Petros Gigis

openPenny: Developing an Open-Source Tool for Detecting Non-Spoofed Traffic

Author image
Petros Gigis

12 min read

0
Article lead image

In this article, we introduce openPenny, an open-source traffic checker currently under development as part of the RIPE NCC Community Projects Fund. The goal of openPenny is to help network operators identify non-spoofed traffic arriving at unexpected entry points: this offers a new primitive to detect routing misconfigurations, evaluate policy or commercial adjustments, and defend against security threats such as BGP hijacks.


Imagine an ISP with Points of Presence (PoPs) around the globe, or an IXP with many members. One of the key challenges in such large networks is getting visibility on the traffic they receive and have to forward.
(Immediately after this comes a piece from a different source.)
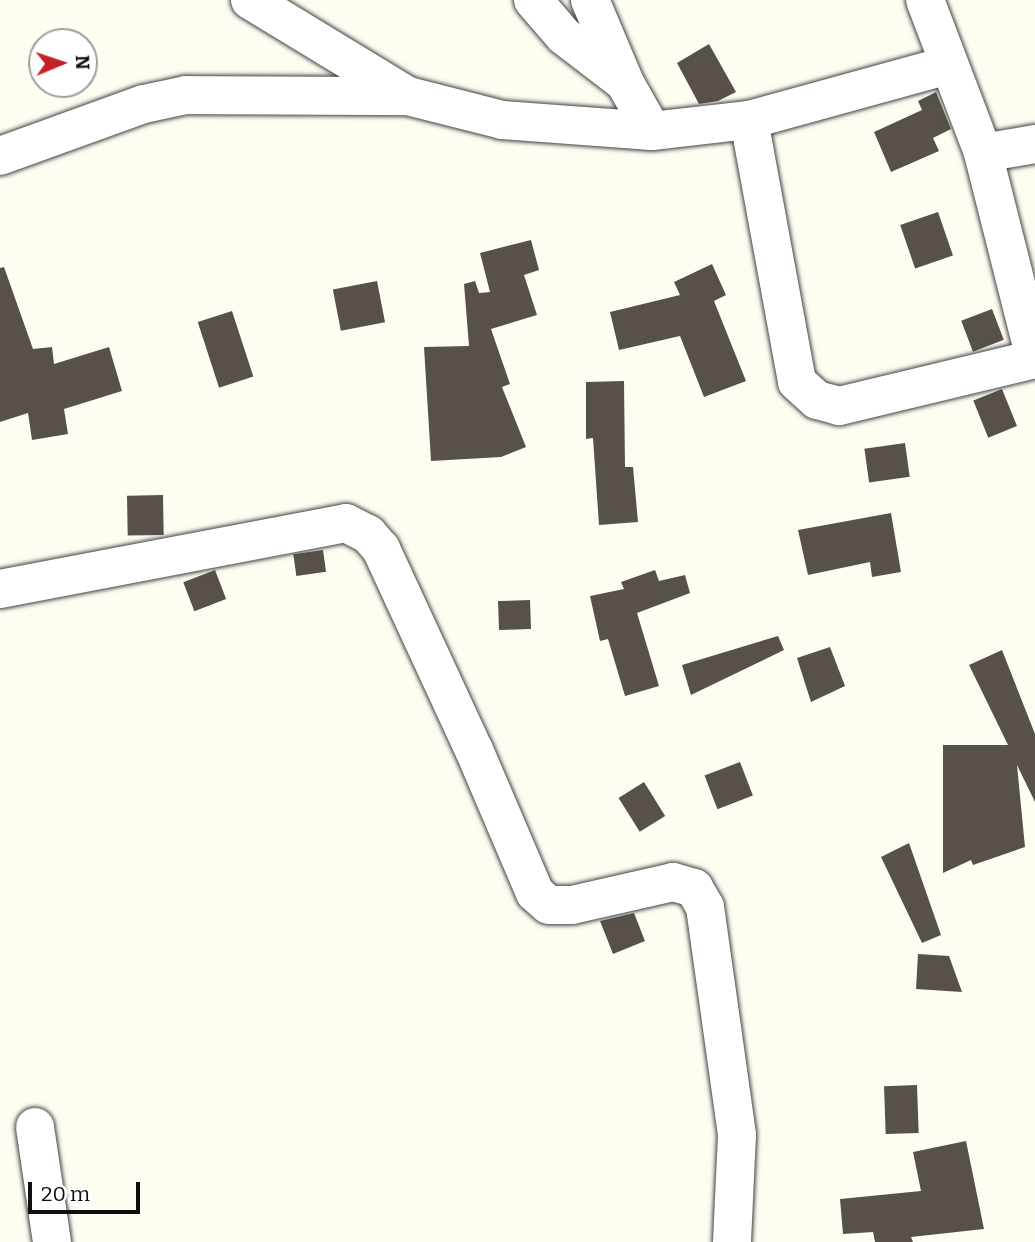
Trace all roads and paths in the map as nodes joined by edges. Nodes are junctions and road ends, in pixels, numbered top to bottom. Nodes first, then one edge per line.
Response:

We envision a monitoring system able to build and constantly update a traffic map of the Internet from the perspective of the network it is running in. The system would collect information on where traffic from each source IP prefix enters and where it goes.

How would this map be useful? For one thing, it may support alerting on any practically relevant external traffic or path change, especially if sudden or unexpected.

Stealthy hijacks

Let's look at an example. Figure 1 shows a real-world case of a BGP prefix hijack, invisible to control plane monitoring. In this case, the BGP path for prefix 203.127.0.0/16, owned by AS3758 (SingNet), is legitimately announced by that AS to all its neighbours with an RPKI-compliant route. On February 10, 2025, however, AS17894 (Innove Comm) announced a /24 sub-prefix of SingNet’s 203.127.0.0/16 to AS4775 (Globe Tel). Since AS17894 was not the legitimate owner of the prefix, such a /24 announcement was RPKI invalid. So, the announcement from AS17894 (Innove Comm) propagated through all the ASes not enforcing Route Origin Validation (ROV) but was discarded by the ROV-enabled ASes.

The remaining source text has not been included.